Les résultats de nos calculs ont été intégrés sur l’ensemble du territoire métropolitain, afin de fournir une première estimation du stock global des sols de France. Le stock global estimé est de 3,1 PgC (soit 3,1 milliards de tonnes de carbone) pour l’ensemble du territoire métropolitain, et pour la couche 0-30 cm. Ce chiffre est à comparer aux évaluations mondiales et aux évaluations des émissions en France.

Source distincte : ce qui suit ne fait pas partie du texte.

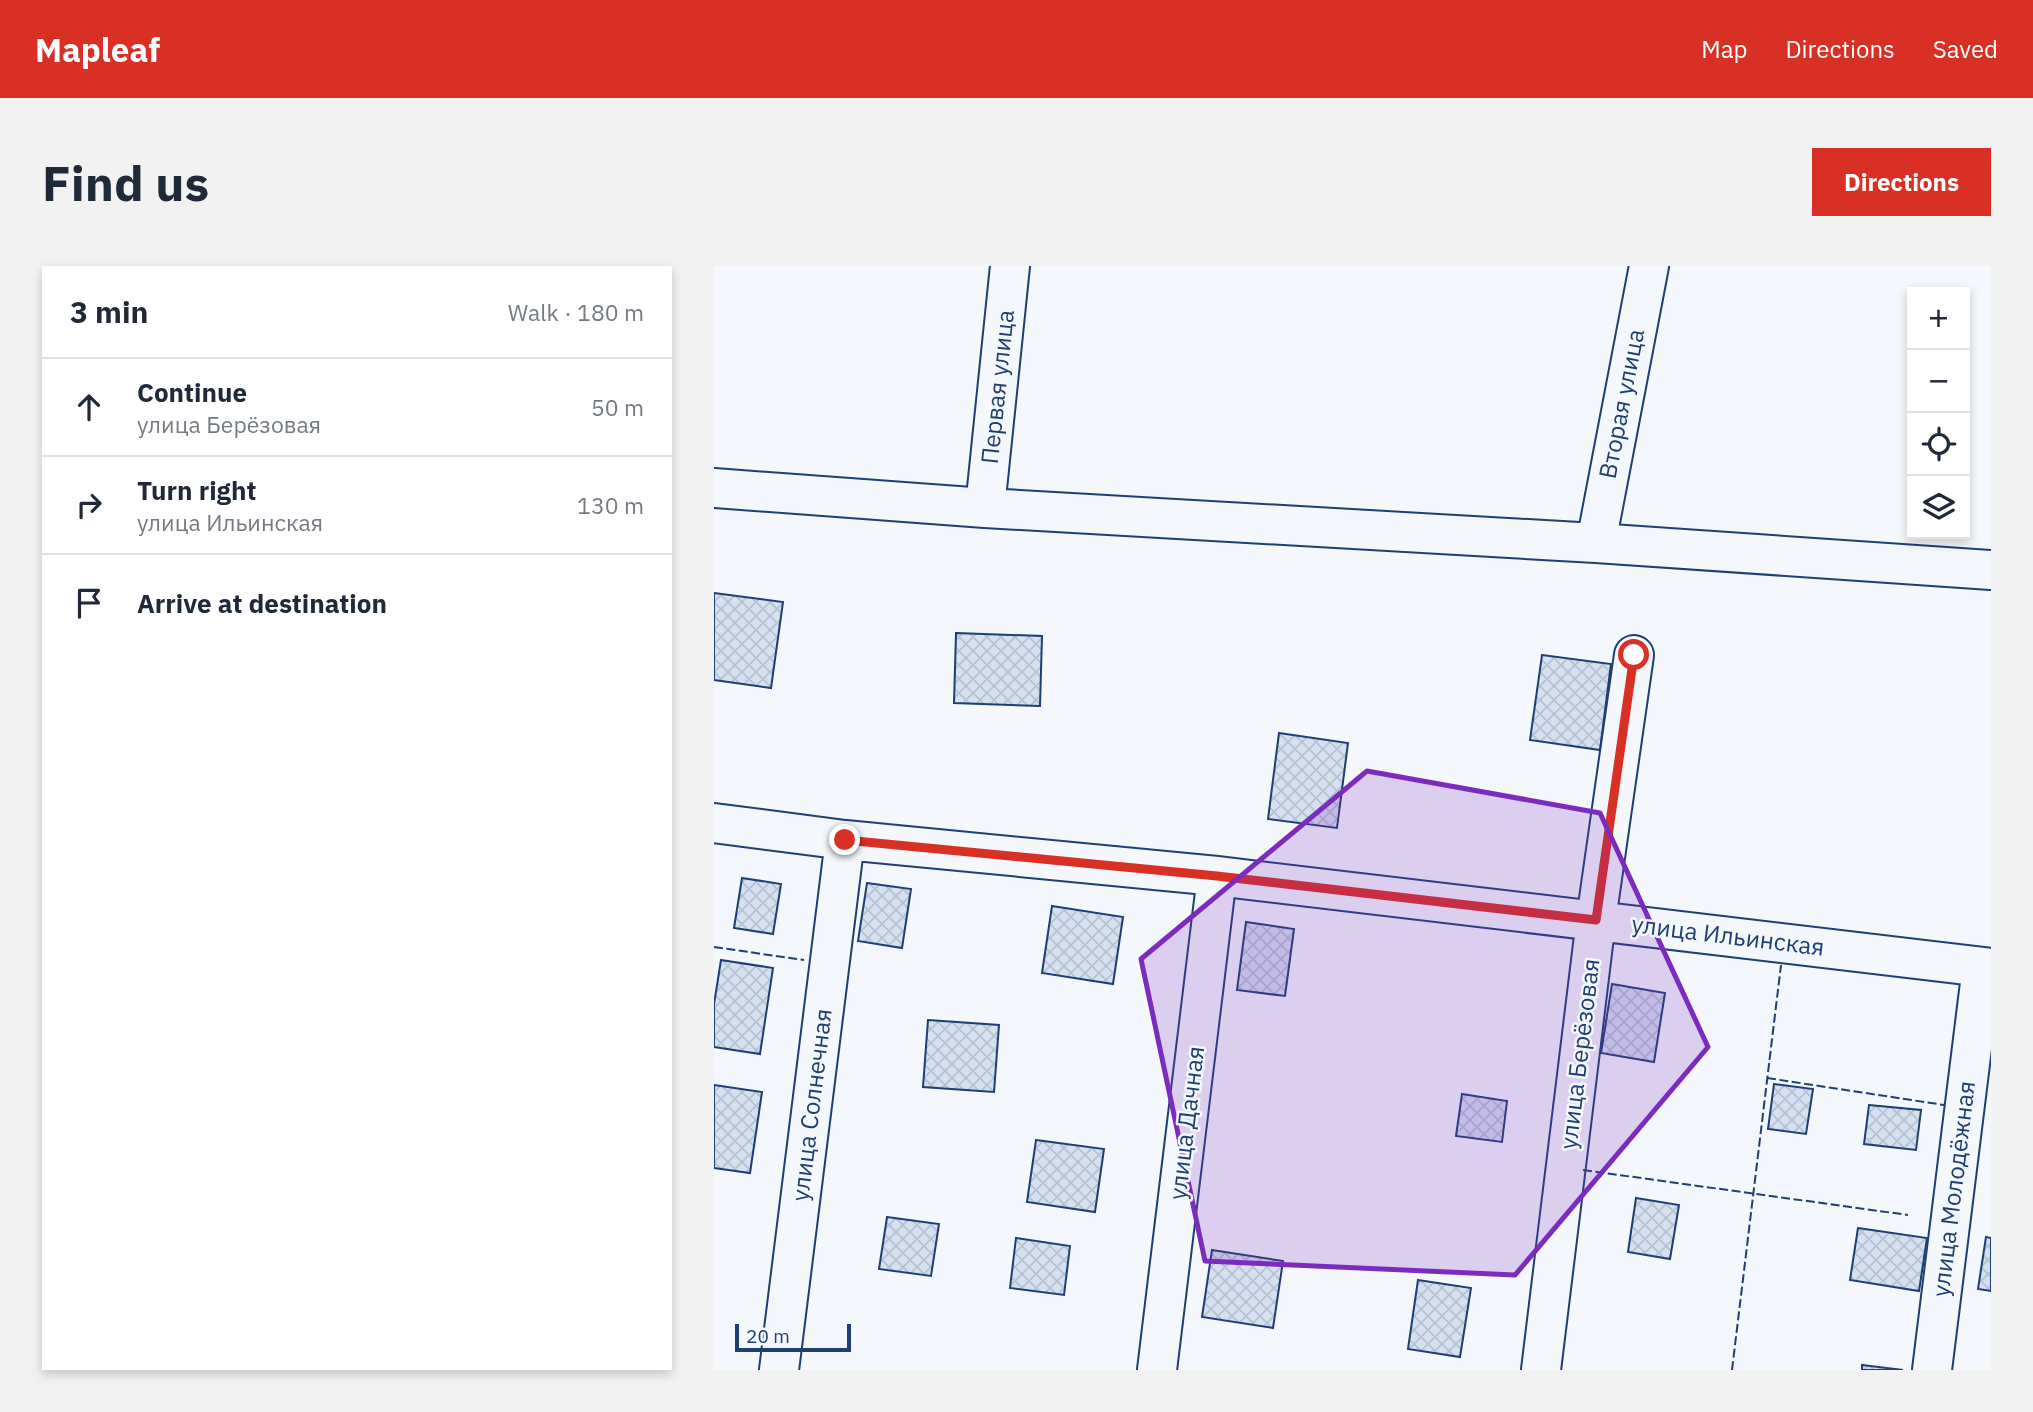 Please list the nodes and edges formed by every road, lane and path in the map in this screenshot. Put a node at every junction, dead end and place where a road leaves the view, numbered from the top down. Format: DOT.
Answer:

Par rapport aux évaluations mondiales (1 500 à 2 000 Pg), le territoire français métropolitain représente 1/500 des stocks mondiaux. Remarquons que la densité de carbone moyenne en France (62 tC.ha-1) serait selon cette première estimation inférieure à la moyenne de la surface des continents, glace et désert exclus, de 115 tC.ha-1. Il faut souligner que les estimations mondiales sont fondées sur un mètre de profondeur. Sur la même base, les stocks de France seraient sûrement augmentés (i.e. identiques pour les sols minces, mais pouvant être doublés pour les sols profonds). Les émissions de gaz carbonique en C (CO2) en France sont estimées à environ 100 millions de tonnes (Tableau 1-2), soit 3,2% du stock dans les sols (PNLCCC, 2000). Une augmentation de ces stocks de 1,3 pour

mille/an permettrait de compenser 4% des émissions annuelles, soit l’équivalent des émissions de CO2 d’origine agricole ou un quart environ de l’ensemble des émissions de GES du secteur agricole français. Ce dernier point justifie pleinement que l’on cherche à quantifier et à spatialiser les effets des changements d’usage ou de pratique sur ce stockage.

Estimations des stocks de carbone dans les sols d’Europe

Smith et al. (1997, 1998, 2000) ont réalisé une estimation des stocks de carbone organique des sols d’Europe. Ils évaluent le stock sur la couche 0-30 cm à environ 35 milliards de tonnes (34,64 PgC), dont 7,18 PgC seraient contenus dans les terres arables. Il existe toutefois un manque certain de données fiables et comparables pour réaliser ce type d’évaluation. Rusco et al. (2001) montrent des différences d’estimation notables selon les sources de données utilisées, les estimations pouvant varier du simple au double pour un pays. Une tentative d’harmonisation des données et des méthodes de calcul est actuellement réalisée par un groupe de travail du Bureau Européen des Sols (JRC, Ispra). La tendance globale actuelle serait une augmentation de ces stocks, en particulier à cause de l’afforestation des terres agricoles. En revanche, de nombreuses terres arables seraient encore en phase de décroissance, en raison d’une dynamique liée à leur passé (anciennes prairies, terres déforestées…). Loveland (cité par Rusco et al., 2001) montre en Angleterre une décroissance globale des stocks de carbone des sols, à la fois en terres arables et en prairies, en se fondant sur des mesures répétitives issues d’un réseau systématique suivi à 15 ans d’intervalle.